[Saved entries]
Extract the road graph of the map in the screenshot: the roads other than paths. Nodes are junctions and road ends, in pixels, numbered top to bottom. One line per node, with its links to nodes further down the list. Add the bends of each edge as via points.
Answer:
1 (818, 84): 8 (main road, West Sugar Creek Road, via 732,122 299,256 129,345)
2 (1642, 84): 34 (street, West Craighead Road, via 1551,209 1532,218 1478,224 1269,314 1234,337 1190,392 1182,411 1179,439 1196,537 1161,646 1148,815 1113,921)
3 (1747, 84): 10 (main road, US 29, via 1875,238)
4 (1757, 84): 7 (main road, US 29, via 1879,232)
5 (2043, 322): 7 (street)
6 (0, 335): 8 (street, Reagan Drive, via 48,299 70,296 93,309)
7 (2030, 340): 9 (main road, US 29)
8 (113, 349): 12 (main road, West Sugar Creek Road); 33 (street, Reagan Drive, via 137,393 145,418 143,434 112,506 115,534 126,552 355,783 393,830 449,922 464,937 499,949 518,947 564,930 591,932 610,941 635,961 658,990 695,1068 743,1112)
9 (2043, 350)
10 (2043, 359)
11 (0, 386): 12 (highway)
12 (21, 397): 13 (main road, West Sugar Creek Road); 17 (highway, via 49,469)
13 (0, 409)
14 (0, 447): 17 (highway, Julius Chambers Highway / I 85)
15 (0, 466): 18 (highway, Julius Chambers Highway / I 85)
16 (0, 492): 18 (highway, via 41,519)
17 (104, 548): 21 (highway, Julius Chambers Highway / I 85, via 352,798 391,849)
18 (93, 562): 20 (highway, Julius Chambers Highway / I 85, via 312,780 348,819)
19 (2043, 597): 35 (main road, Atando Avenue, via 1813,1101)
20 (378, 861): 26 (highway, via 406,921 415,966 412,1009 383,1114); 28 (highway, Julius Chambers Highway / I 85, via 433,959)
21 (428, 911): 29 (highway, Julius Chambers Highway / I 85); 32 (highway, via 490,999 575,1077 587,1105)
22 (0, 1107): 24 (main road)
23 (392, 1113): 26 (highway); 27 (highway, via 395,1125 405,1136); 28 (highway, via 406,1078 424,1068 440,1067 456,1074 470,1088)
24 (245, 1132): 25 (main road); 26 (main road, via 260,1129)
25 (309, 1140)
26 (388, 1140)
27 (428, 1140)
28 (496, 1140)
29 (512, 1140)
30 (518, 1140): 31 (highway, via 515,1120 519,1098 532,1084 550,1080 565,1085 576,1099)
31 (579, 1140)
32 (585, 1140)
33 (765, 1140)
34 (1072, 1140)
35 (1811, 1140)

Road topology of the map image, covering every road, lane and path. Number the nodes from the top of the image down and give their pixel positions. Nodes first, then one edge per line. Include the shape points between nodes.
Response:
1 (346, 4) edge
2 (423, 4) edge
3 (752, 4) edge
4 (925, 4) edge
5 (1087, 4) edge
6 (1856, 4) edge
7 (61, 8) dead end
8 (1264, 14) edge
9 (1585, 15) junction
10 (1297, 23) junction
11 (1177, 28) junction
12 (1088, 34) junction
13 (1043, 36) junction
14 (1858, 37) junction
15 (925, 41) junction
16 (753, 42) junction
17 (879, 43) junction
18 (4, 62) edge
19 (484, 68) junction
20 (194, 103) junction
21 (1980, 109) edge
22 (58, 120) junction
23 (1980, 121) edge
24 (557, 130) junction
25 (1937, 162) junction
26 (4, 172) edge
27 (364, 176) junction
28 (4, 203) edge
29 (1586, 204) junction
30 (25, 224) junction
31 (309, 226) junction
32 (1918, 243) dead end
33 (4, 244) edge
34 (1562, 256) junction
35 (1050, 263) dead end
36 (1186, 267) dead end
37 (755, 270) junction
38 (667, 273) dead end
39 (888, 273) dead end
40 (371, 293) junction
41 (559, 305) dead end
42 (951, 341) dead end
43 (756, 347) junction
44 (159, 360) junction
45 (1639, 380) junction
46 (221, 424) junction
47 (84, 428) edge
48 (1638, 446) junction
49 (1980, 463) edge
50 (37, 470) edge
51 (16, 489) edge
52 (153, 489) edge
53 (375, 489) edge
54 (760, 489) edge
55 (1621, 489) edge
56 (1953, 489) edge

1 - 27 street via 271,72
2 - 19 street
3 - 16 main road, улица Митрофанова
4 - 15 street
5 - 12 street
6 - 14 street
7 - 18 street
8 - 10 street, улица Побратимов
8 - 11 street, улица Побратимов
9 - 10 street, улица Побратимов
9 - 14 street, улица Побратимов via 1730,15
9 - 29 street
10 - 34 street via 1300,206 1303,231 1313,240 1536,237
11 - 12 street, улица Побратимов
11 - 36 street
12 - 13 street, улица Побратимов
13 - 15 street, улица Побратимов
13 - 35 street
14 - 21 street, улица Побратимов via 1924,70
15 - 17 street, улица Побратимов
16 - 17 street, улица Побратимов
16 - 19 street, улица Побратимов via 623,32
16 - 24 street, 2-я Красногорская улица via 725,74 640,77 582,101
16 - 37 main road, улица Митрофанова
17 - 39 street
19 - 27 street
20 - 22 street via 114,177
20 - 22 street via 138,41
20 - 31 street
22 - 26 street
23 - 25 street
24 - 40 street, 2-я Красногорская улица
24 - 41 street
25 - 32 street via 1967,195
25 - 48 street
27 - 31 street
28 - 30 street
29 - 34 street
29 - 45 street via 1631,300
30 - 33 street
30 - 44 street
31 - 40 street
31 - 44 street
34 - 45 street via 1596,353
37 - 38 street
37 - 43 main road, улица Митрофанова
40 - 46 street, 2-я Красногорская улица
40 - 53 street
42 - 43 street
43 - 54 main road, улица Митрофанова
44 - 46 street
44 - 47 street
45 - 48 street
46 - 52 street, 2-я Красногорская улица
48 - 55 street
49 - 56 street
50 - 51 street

### ASSIGNMENT
All entries should be given again precisely as they appear above.

### OUTPUT BELOW
Extract the road graph of the map in the screenshot: the roads other than paths. Nodes are junctions and road ends, in pixels, numbered top to bottom. One line per node, with its links to nodes further down the list. Add the bends of each edge as via points.
Answer:
1 (818, 84): 8 (main road, West Sugar Creek Road, via 732,122 299,256 129,345)
2 (1642, 84): 34 (street, West Craighead Road, via 1551,209 1532,218 1478,224 1269,314 1234,337 1190,392 1182,411 1179,439 1196,537 1161,646 1148,815 1113,921)
3 (1747, 84): 10 (main road, US 29, via 1875,238)
4 (1757, 84): 7 (main road, US 29, via 1879,232)
5 (2043, 322): 7 (street)
6 (0, 335): 8 (street, Reagan Drive, via 48,299 70,296 93,309)
7 (2030, 340): 9 (main road, US 29)
8 (113, 349): 12 (main road, West Sugar Creek Road); 33 (street, Reagan Drive, via 137,393 145,418 143,434 112,506 115,534 126,552 355,783 393,830 449,922 464,937 499,949 518,947 564,930 591,932 610,941 635,961 658,990 695,1068 743,1112)
9 (2043, 350)
10 (2043, 359)
11 (0, 386): 12 (highway)
12 (21, 397): 13 (main road, West Sugar Creek Road); 17 (highway, via 49,469)
13 (0, 409)
14 (0, 447): 17 (highway, Julius Chambers Highway / I 85)
15 (0, 466): 18 (highway, Julius Chambers Highway / I 85)
16 (0, 492): 18 (highway, via 41,519)
17 (104, 548): 21 (highway, Julius Chambers Highway / I 85, via 352,798 391,849)
18 (93, 562): 20 (highway, Julius Chambers Highway / I 85, via 312,780 348,819)
19 (2043, 597): 35 (main road, Atando Avenue, via 1813,1101)
20 (378, 861): 26 (highway, via 406,921 415,966 412,1009 383,1114); 28 (highway, Julius Chambers Highway / I 85, via 433,959)
21 (428, 911): 29 (highway, Julius Chambers Highway / I 85); 32 (highway, via 490,999 575,1077 587,1105)
22 (0, 1107): 24 (main road)
23 (392, 1113): 26 (highway); 27 (highway, via 395,1125 405,1136); 28 (highway, via 406,1078 424,1068 440,1067 456,1074 470,1088)
24 (245, 1132): 25 (main road); 26 (main road, via 260,1129)
25 (309, 1140)
26 (388, 1140)
27 (428, 1140)
28 (496, 1140)
29 (512, 1140)
30 (518, 1140): 31 (highway, via 515,1120 519,1098 532,1084 550,1080 565,1085 576,1099)
31 (579, 1140)
32 (585, 1140)
33 (765, 1140)
34 (1072, 1140)
35 (1811, 1140)

Road topology of the map image, covering every road, lane and path. Number the nodes from the top of the image down and give their pixel positions. Nodes first, then one edge per line. Include the shape points between nodes.
Response:
1 (346, 4) edge
2 (423, 4) edge
3 (752, 4) edge
4 (925, 4) edge
5 (1087, 4) edge
6 (1856, 4) edge
7 (61, 8) dead end
8 (1264, 14) edge
9 (1585, 15) junction
10 (1297, 23) junction
11 (1177, 28) junction
12 (1088, 34) junction
13 (1043, 36) junction
14 (1858, 37) junction
15 (925, 41) junction
16 (753, 42) junction
17 (879, 43) junction
18 (4, 62) edge
19 (484, 68) junction
20 (194, 103) junction
21 (1980, 109) edge
22 (58, 120) junction
23 (1980, 121) edge
24 (557, 130) junction
25 (1937, 162) junction
26 (4, 172) edge
27 (364, 176) junction
28 (4, 203) edge
29 (1586, 204) junction
30 (25, 224) junction
31 (309, 226) junction
32 (1918, 243) dead end
33 (4, 244) edge
34 (1562, 256) junction
35 (1050, 263) dead end
36 (1186, 267) dead end
37 (755, 270) junction
38 (667, 273) dead end
39 (888, 273) dead end
40 (371, 293) junction
41 (559, 305) dead end
42 (951, 341) dead end
43 (756, 347) junction
44 (159, 360) junction
45 (1639, 380) junction
46 (221, 424) junction
47 (84, 428) edge
48 (1638, 446) junction
49 (1980, 463) edge
50 (37, 470) edge
51 (16, 489) edge
52 (153, 489) edge
53 (375, 489) edge
54 (760, 489) edge
55 (1621, 489) edge
56 (1953, 489) edge

1 - 27 street via 271,72
2 - 19 street
3 - 16 main road, улица Митрофанова
4 - 15 street
5 - 12 street
6 - 14 street
7 - 18 street
8 - 10 street, улица Побратимов
8 - 11 street, улица Побратимов
9 - 10 street, улица Побратимов
9 - 14 street, улица Побратимов via 1730,15
9 - 29 street
10 - 34 street via 1300,206 1303,231 1313,240 1536,237
11 - 12 street, улица Побратимов
11 - 36 street
12 - 13 street, улица Побратимов
13 - 15 street, улица Побратимов
13 - 35 street
14 - 21 street, улица Побратимов via 1924,70
15 - 17 street, улица Побратимов
16 - 17 street, улица Побратимов
16 - 19 street, улица Побратимов via 623,32
16 - 24 street, 2-я Красногорская улица via 725,74 640,77 582,101
16 - 37 main road, улица Митрофанова
17 - 39 street
19 - 27 street
20 - 22 street via 114,177
20 - 22 street via 138,41
20 - 31 street
22 - 26 street
23 - 25 street
24 - 40 street, 2-я Красногорская улица
24 - 41 street
25 - 32 street via 1967,195
25 - 48 street
27 - 31 street
28 - 30 street
29 - 34 street
29 - 45 street via 1631,300
30 - 33 street
30 - 44 street
31 - 40 street
31 - 44 street
34 - 45 street via 1596,353
37 - 38 street
37 - 43 main road, улица Митрофанова
40 - 46 street, 2-я Красногорская улица
40 - 53 street
42 - 43 street
43 - 54 main road, улица Митрофанова
44 - 46 street
44 - 47 street
45 - 48 street
46 - 52 street, 2-я Красногорская улица
48 - 55 street
49 - 56 street
50 - 51 street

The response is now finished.